Le Times de Londres a dit "Gestapo" et parlait de la France et de ce qu’elle fait à des Européens qu’on appelle Roms ou Gitans ou Tziganes, et qu’on exterminait il y a soixante-dix ans, et qu’on expulse simplement aujourd’hui.
Rien à voir évidemment. Le Times de Londres dit donc n’importe quoi en disant Gestapo, et on pourrait hausser les épaules quand des Anglais troquent leur understatement pour l’outrance… Mais ce mépris serait un évitement. Si le journal de référence des conservateurs britanniques vitupère tel un forum Internet mal modéré, c’est son problème et leur égarement. Notre souci est ailleurs: c’est la France, ce qu’elle devient, ce qu’elle montre, qui provoque cette régression.
Peut-on s’arrêter un instant, pour se demander à quoi nous ressemblons? Un pays qui cherche des familles dans des camps illégaux, et les enfourne dans des avions pour un retour à la case départ, et se lave les mains de la suite, satisfait même d’avoir démontré son autorité au monde ou à soi-même, capable encore de donner des leçons aux autres. Un pays qui subit les tirs croisés des moralistes de tous bords, et s’en moque. Le New York Times il y a quelques jours – la gauche américaine – le Times londonien ensuite – la droite anglaise. Et des Allemands aussi.

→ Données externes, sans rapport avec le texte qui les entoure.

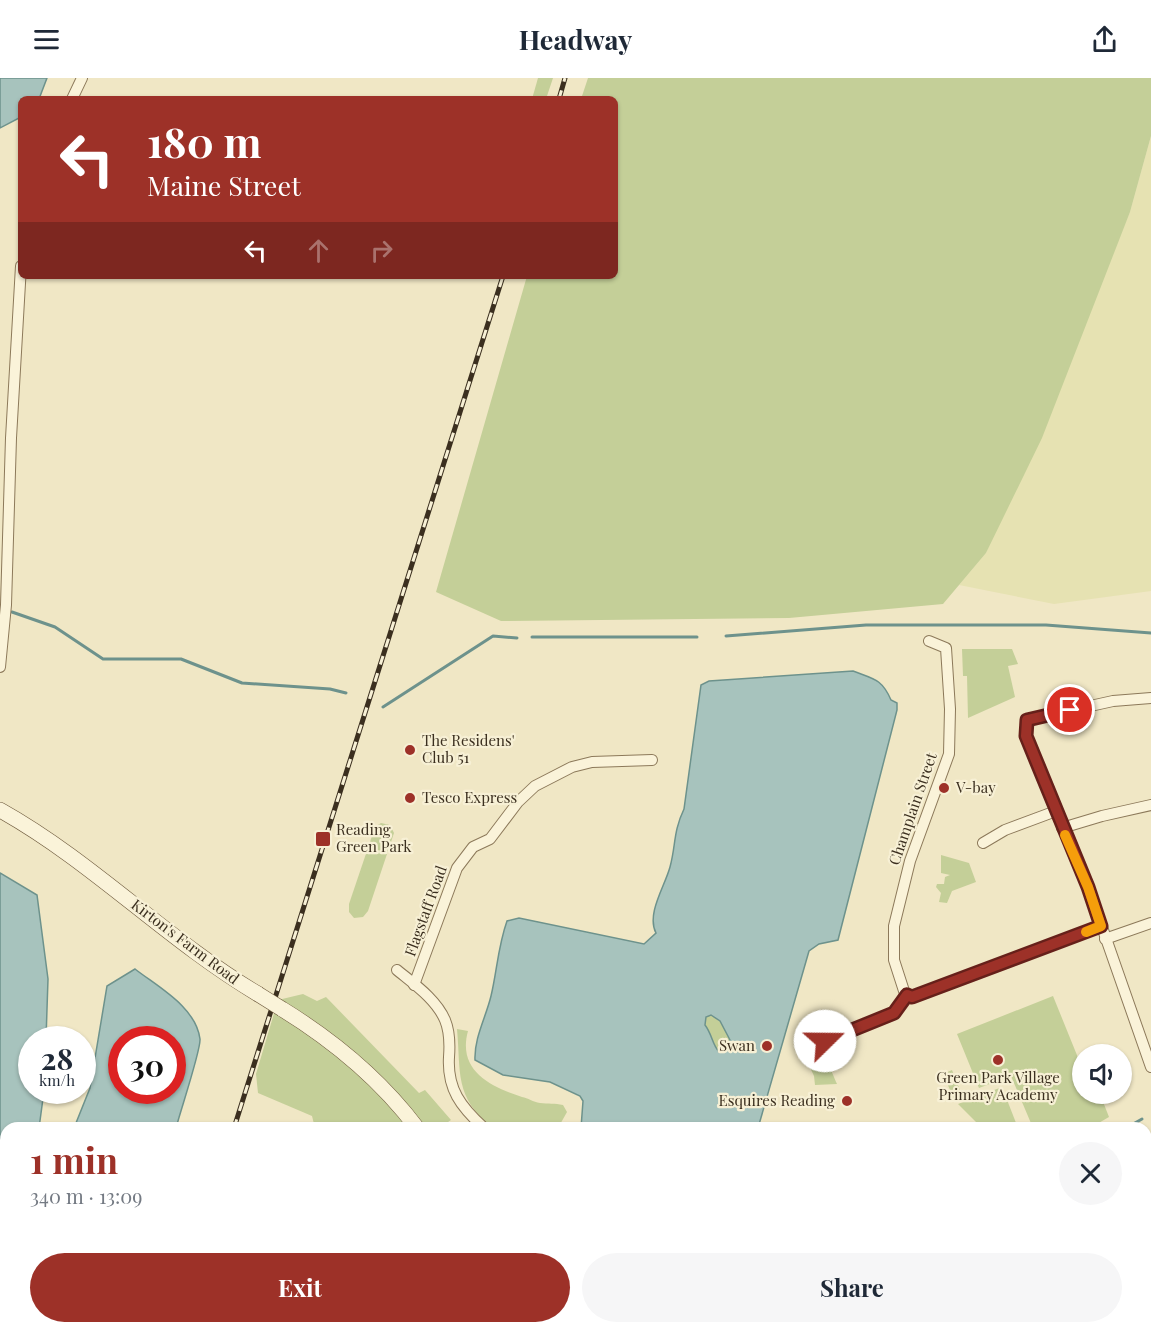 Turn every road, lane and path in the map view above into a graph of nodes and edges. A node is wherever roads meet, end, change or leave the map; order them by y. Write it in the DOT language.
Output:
graph roads {
  1 [pos="82,78"];
  2 [pos="73,96"];
  3 [pos="20,279"];
  4 [pos="929,641"];
  5 [pos="0,667"];
  6 [pos="1151,698"];
  7 [pos="652,760"];
  8 [pos="1151,805"];
  9 [pos="0,810"];
  10 [pos="1056,811"];
  11 [pos="1062,828"];
  12 [pos="983,843"];
  13 [pos="1151,923"];
  14 [pos="1101,926"];
  15 [pos="1105,939"];
  16 [pos="397,970"];
  17 [pos="414,985"];
  18 [pos="907,995"];
  19 [pos="825,1041"];
  20 [pos="1151,1067"];
  21 [pos="412,1122"];
  22 [pos="477,1122"];
  1 -- 2 [label="street"];
  3 -- 5 [label="street"];
  4 -- 18 [label="street, Champlain Street"];
  6 -- 10 [label="street"];
  7 -- 17 [label="street, Flagstaff Road"];
  8 -- 11 [label="street"];
  9 -- 21 [label="street, Kirton's Farm Road, bridge"];
  10 -- 11 [label="street"];
  10 -- 12 [label="street"];
  11 -- 14 [label="street"];
  13 -- 15 [label="street"];
  14 -- 15 [label="street"];
  14 -- 18 [label="street"];
  15 -- 20 [label="street"];
  16 -- 17 [label="street, Flagstaff Road"];
  17 -- 22 [label="street, Flagstaff Road"];
  18 -- 19 [label="street"];
}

Et des Bulgares et des Espagnols, et des Roumains bien sûr, et sans parler de nazisme, tous fustigent notre "xénophobie", notre "racisme", et les "gesticulations" de celui qui nous préside, et qui a lancé cette séquence.
Nous sommes seuls, et notre indifférence nous le masque. Ou notre légèreté. C’est peut-être le pire, cette cruauté inconséquente, cette manière de fondre sur des populations, de décréter soudain leur présence chez nous comme intolérable, puis de reprendre le cours de nos petites affaires. On expulse des Roms, par-ci, par-là, on arrêtera, on recommencera. Voici les Gitans, variable d’ajustement des preuves d’autorité du pouvoir. Ils ont l’habitude. Ils paient leur écot, ceux qui passent à travers les gouttes resteront en France, d’autres reviendront, cela n’aura rien changé au front sécuritaire. Ils auront été une distraction estivale, quand un grand pays broie de petites gens, entre deux choses sérieuses.
Nicolas Sarkozy a cessé d’animer lui-même la scène sécuritaire. Vendredi, il organisait une réunion pour confirmer qu’on raboterait des niches fiscales. On y verra un énorme rien, puisqu’on savait déjà tout. Ou une réponse aux menaces sucrées d’une agence de notation financière, Moody’s, qui avertissait les grands pays que leurs capacités à emprunter n’étaient pas garanties éternellement, et la dégradation au bout du laxisme.
La France a su réagir aux avertissements de Moody’s, quoi qu’on en pense et on en pense souvent du mal: on se soumet aux réalités du monde, aux normes, au rating financier. Il faudrait imaginer des agences de rating moral, auxquelles on obéirait, aussi promptement? Elles existent d’ailleurs, se nomment The Times ou El Pais, on peut prétendre qu’elles disent n’importe quoi mais on aura tort: elles nous ont dégradés, et le stigmate restera.